§ **ACTIVITY**: Within the listing, how many lines include "above"? Please answer with a bare number.

§ **EXCERPTED RECORDS**:
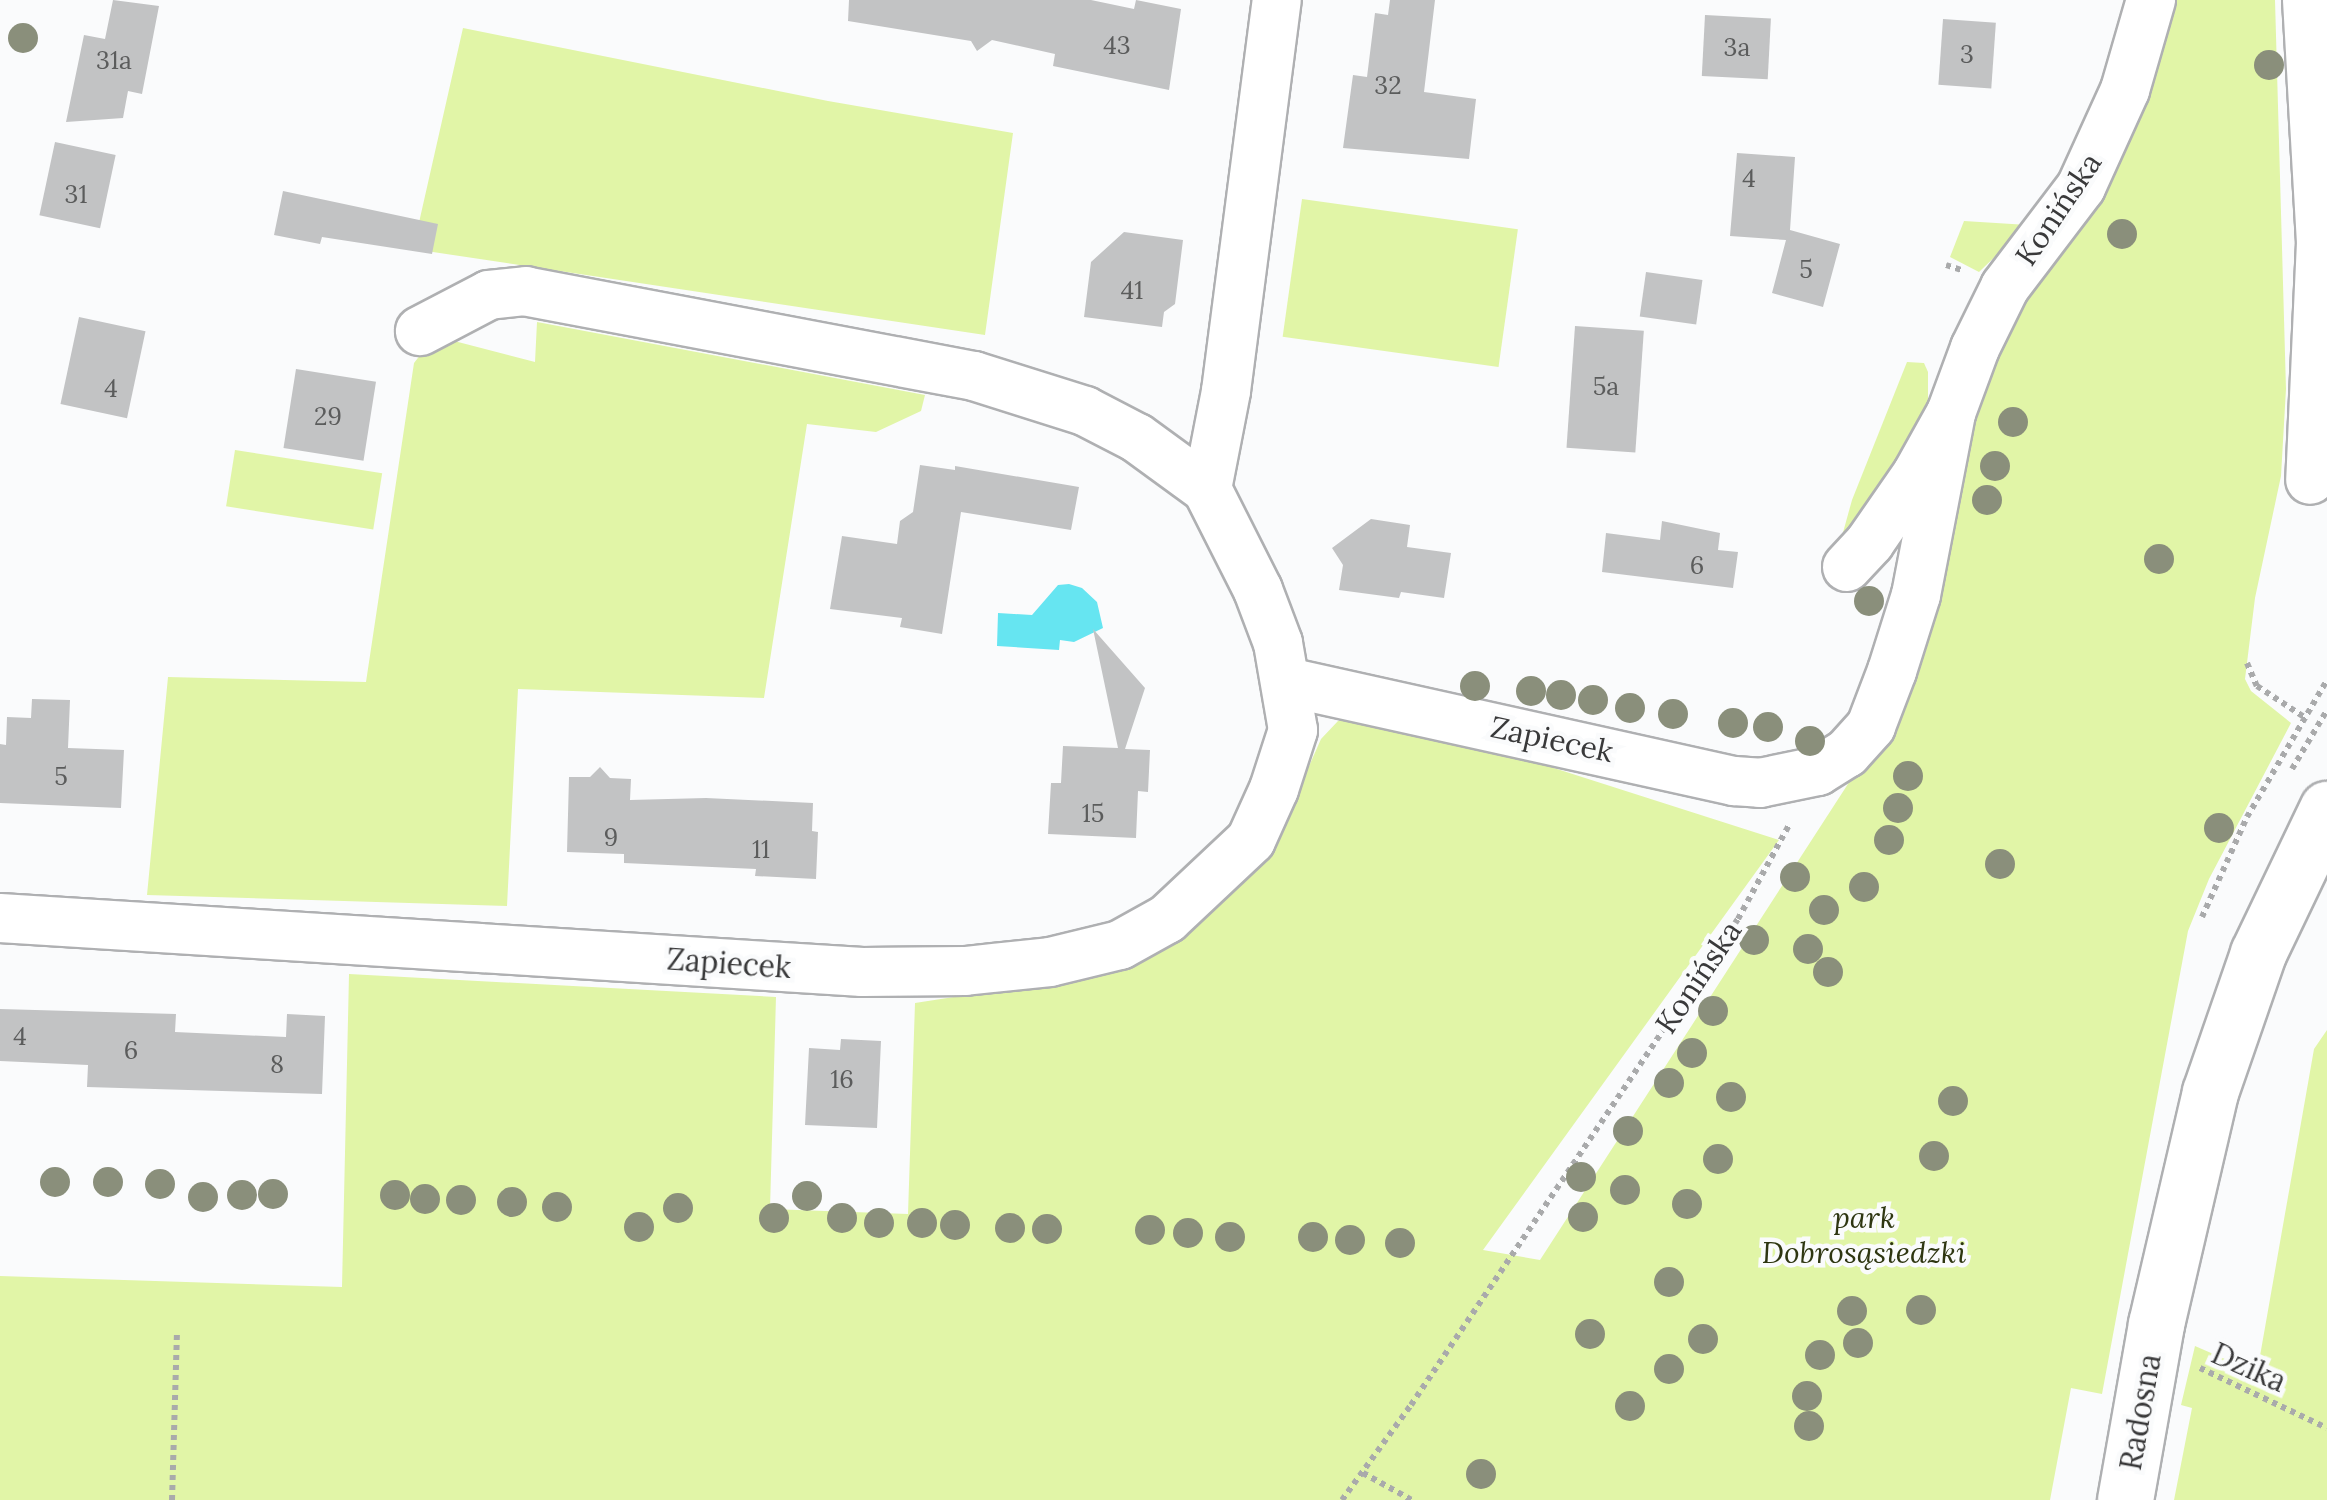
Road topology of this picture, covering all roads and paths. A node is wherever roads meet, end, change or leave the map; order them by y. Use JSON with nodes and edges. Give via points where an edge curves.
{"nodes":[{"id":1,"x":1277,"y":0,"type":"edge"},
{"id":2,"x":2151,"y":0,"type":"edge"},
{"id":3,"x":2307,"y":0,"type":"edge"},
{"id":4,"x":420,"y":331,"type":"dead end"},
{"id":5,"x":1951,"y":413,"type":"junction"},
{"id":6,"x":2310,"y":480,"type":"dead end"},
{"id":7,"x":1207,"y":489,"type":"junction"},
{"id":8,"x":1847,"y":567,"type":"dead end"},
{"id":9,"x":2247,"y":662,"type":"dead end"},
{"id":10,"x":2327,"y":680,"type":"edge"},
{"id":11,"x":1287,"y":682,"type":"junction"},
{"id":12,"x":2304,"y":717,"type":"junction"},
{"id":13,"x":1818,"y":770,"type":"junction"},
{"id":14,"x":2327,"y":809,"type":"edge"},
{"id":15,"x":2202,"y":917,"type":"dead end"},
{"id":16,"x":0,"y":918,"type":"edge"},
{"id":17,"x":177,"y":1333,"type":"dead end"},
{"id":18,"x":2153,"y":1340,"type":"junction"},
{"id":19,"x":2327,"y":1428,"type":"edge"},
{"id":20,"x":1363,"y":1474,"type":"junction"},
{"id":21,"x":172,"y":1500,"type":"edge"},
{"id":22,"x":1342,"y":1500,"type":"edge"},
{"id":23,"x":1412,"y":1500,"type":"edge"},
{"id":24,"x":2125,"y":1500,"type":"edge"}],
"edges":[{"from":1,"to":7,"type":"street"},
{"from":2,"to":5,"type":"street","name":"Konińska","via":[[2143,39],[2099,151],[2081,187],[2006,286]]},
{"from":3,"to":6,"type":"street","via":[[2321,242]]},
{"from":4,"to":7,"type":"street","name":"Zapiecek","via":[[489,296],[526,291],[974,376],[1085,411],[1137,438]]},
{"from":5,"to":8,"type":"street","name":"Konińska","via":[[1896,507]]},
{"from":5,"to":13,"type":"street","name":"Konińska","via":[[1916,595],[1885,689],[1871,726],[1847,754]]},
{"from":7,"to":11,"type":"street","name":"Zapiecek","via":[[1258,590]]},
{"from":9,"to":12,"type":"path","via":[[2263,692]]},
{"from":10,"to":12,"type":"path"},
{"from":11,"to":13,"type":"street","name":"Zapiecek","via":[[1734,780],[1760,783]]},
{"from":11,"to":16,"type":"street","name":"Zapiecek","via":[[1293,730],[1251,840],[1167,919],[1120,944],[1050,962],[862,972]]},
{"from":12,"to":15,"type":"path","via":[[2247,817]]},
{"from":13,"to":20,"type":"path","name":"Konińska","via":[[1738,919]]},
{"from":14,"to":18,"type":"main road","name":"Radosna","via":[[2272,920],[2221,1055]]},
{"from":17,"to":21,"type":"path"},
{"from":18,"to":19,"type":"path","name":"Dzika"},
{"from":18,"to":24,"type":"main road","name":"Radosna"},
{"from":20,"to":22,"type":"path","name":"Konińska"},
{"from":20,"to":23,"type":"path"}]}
...
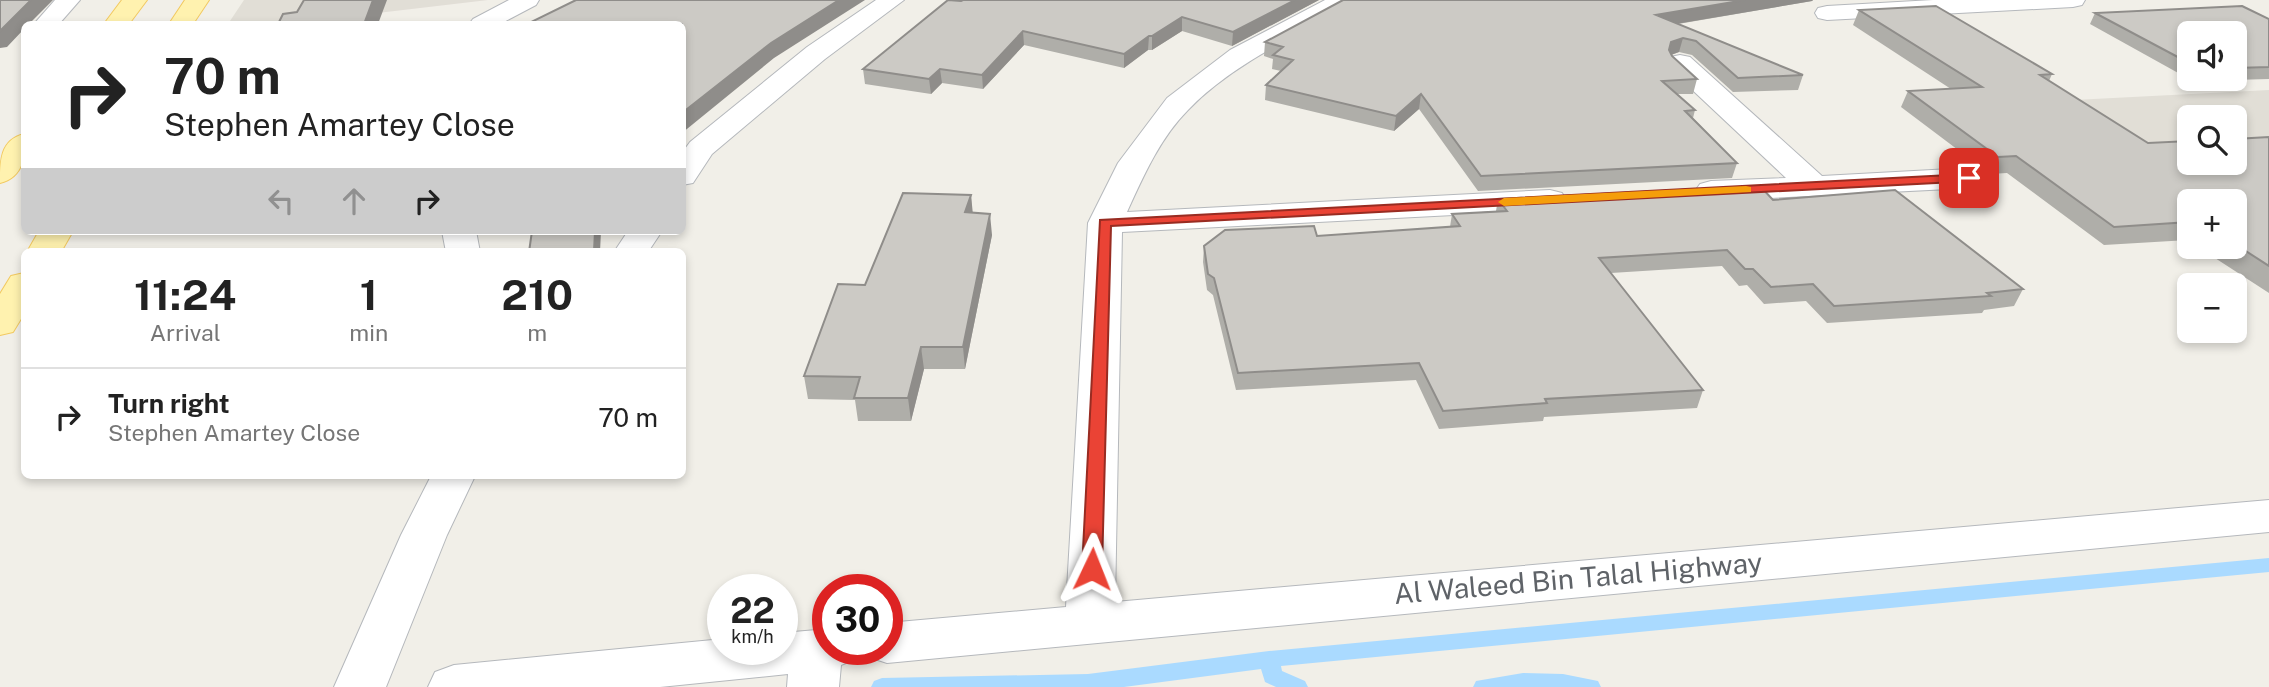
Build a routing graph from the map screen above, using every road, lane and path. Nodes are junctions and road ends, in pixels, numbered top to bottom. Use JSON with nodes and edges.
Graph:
...
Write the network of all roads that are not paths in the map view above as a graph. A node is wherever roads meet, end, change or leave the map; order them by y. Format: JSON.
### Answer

§ **TASK RESPONSE**: 2